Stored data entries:

##########

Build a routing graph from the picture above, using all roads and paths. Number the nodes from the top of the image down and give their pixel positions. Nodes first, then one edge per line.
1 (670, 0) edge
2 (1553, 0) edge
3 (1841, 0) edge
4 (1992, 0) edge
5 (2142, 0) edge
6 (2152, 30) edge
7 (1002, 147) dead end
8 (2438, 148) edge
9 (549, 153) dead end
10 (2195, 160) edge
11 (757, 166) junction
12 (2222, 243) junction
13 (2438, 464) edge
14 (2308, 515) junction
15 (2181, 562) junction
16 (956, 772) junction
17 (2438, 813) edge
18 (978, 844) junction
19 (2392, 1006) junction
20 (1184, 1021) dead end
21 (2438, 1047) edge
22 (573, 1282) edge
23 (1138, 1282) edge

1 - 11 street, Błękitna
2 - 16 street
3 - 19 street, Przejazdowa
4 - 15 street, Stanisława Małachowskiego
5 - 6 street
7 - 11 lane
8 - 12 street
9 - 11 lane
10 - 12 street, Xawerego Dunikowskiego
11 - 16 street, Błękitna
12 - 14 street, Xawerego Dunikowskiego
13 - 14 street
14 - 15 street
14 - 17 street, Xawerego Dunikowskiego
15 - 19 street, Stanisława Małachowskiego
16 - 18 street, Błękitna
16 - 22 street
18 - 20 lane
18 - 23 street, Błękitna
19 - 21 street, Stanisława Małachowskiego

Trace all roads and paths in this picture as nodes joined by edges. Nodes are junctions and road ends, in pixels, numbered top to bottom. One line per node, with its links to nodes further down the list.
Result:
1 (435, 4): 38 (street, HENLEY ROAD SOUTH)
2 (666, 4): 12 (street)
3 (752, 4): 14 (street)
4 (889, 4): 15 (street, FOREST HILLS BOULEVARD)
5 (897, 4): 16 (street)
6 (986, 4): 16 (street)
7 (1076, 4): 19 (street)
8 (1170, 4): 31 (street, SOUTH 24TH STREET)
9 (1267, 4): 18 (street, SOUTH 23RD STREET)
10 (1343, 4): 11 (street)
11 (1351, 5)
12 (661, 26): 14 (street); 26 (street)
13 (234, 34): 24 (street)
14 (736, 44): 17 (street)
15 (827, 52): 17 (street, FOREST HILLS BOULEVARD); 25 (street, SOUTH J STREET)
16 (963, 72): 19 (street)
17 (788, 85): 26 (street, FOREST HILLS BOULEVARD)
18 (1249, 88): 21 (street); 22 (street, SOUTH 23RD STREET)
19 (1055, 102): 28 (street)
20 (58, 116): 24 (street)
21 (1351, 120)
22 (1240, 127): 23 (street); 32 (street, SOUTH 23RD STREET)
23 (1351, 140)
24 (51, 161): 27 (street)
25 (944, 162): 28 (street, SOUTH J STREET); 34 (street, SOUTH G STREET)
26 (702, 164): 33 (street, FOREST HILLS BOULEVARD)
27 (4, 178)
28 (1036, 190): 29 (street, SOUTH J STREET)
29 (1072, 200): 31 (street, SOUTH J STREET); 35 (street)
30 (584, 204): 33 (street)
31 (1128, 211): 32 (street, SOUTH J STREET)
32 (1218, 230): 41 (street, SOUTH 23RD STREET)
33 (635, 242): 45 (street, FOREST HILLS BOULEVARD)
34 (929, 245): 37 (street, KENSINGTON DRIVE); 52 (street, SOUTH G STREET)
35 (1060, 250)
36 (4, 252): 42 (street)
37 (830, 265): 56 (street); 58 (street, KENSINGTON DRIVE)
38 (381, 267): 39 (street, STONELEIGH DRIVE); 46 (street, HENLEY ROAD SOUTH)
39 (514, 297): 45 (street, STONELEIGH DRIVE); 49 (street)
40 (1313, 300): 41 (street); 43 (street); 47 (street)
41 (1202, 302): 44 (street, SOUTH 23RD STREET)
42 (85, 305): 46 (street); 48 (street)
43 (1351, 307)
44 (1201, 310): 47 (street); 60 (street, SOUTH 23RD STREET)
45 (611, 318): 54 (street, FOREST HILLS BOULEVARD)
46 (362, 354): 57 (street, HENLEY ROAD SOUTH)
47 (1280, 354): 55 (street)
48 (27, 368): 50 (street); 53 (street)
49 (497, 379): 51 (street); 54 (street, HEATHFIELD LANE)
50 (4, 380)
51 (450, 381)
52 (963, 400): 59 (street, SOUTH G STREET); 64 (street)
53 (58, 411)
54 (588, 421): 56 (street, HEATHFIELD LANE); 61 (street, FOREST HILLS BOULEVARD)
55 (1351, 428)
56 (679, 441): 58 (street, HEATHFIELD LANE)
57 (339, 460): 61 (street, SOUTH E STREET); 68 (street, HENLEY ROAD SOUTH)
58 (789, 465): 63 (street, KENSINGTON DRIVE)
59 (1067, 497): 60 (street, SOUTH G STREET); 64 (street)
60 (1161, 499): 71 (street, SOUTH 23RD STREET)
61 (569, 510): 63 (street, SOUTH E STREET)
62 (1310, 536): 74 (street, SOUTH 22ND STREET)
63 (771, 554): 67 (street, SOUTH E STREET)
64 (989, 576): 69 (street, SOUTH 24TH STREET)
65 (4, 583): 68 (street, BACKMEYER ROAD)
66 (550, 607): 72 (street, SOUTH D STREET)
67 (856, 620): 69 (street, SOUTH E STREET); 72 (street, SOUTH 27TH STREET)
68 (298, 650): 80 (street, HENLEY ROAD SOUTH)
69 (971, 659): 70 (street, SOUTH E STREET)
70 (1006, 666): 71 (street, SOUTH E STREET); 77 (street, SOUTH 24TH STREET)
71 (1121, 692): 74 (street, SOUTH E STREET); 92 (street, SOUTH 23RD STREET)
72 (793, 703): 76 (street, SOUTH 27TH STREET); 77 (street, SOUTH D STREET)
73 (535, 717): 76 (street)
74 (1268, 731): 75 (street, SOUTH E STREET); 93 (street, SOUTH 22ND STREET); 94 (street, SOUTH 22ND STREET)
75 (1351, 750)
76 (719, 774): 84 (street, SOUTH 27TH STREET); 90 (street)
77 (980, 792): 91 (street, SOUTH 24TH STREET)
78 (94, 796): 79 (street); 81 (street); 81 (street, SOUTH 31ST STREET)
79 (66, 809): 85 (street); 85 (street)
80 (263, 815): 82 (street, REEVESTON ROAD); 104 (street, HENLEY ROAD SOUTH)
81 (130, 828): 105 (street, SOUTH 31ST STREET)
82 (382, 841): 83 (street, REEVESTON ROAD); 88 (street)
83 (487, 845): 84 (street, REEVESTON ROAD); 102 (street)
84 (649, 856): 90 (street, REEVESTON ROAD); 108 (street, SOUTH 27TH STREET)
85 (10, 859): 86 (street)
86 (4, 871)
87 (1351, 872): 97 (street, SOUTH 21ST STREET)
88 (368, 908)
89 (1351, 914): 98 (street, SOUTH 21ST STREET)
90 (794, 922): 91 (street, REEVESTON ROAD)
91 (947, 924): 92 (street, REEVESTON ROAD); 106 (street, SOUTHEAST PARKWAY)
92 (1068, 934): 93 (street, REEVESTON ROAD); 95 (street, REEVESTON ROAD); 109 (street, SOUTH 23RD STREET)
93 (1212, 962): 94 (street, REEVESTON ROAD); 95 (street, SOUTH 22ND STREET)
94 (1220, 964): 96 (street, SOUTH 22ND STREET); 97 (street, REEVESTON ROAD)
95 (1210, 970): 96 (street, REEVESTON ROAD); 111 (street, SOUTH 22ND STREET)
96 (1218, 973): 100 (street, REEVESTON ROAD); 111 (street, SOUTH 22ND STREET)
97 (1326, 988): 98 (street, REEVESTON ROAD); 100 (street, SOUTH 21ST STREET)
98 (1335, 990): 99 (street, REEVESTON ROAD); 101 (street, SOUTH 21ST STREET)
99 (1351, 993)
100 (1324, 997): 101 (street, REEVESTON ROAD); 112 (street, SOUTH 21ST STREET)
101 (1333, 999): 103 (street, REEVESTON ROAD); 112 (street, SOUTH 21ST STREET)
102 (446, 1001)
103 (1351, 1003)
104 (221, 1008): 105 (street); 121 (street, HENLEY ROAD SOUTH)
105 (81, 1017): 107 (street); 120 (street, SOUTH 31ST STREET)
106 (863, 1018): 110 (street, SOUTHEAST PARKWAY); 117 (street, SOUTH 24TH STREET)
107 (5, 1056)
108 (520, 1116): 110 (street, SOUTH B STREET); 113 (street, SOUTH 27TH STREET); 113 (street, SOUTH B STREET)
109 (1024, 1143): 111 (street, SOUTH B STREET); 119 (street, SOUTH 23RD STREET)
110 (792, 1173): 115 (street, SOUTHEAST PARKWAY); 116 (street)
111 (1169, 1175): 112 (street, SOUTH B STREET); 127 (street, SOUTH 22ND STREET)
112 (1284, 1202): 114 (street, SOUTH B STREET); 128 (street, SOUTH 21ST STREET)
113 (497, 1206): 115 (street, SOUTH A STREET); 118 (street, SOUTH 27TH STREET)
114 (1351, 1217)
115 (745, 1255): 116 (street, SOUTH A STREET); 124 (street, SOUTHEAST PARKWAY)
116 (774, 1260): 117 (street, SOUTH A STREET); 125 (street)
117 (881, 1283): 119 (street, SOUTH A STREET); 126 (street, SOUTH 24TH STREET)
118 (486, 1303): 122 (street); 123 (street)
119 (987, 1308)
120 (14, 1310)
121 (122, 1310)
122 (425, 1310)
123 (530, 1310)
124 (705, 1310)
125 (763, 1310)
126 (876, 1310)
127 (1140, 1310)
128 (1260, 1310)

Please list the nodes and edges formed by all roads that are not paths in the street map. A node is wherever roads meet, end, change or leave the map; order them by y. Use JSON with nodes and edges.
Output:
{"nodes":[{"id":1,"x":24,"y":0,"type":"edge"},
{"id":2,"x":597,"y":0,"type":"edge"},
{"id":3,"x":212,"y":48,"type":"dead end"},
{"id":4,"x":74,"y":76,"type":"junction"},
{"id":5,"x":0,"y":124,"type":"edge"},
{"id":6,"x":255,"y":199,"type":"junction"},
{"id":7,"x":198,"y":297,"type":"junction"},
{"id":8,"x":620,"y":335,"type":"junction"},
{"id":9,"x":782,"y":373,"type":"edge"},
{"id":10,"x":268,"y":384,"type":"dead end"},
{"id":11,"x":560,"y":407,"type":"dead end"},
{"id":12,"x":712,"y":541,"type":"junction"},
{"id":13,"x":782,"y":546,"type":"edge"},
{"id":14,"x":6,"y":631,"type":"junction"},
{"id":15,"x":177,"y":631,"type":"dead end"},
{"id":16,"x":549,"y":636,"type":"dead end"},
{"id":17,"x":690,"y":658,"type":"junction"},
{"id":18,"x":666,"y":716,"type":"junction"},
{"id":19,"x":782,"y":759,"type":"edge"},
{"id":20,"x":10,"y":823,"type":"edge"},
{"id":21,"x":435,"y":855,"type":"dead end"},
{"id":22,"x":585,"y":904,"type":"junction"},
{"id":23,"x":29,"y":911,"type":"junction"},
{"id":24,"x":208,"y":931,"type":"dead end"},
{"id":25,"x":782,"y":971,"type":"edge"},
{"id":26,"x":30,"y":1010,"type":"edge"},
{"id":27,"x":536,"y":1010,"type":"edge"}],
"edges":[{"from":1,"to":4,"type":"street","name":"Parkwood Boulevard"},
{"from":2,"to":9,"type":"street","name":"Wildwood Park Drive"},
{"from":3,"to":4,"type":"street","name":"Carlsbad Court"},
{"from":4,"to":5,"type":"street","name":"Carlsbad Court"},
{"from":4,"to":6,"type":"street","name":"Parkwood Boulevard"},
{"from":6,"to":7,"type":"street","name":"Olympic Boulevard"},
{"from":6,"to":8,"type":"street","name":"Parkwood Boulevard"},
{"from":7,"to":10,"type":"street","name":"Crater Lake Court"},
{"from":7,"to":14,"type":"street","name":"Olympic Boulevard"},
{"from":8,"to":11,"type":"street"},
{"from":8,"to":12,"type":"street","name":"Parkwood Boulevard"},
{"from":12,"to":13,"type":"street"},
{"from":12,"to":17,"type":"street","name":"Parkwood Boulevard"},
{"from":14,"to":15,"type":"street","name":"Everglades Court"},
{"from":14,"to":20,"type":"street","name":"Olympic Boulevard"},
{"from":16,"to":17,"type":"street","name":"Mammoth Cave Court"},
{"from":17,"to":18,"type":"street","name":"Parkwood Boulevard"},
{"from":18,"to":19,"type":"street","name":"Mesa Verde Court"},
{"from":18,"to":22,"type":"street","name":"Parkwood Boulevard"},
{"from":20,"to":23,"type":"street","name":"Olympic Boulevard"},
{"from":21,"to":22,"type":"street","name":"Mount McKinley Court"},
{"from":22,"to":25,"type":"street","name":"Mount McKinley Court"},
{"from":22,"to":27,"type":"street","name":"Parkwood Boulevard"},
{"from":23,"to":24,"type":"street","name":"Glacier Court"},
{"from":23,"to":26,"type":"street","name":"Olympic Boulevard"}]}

##########

Task objective: The answer must consist of each line from the entries that contains the string "Carlsbad".

Result for this task:
{"from":3,"to":4,"type":"street","name":"Carlsbad Court"},
{"from":4,"to":5,"type":"street","name":"Carlsbad Court"},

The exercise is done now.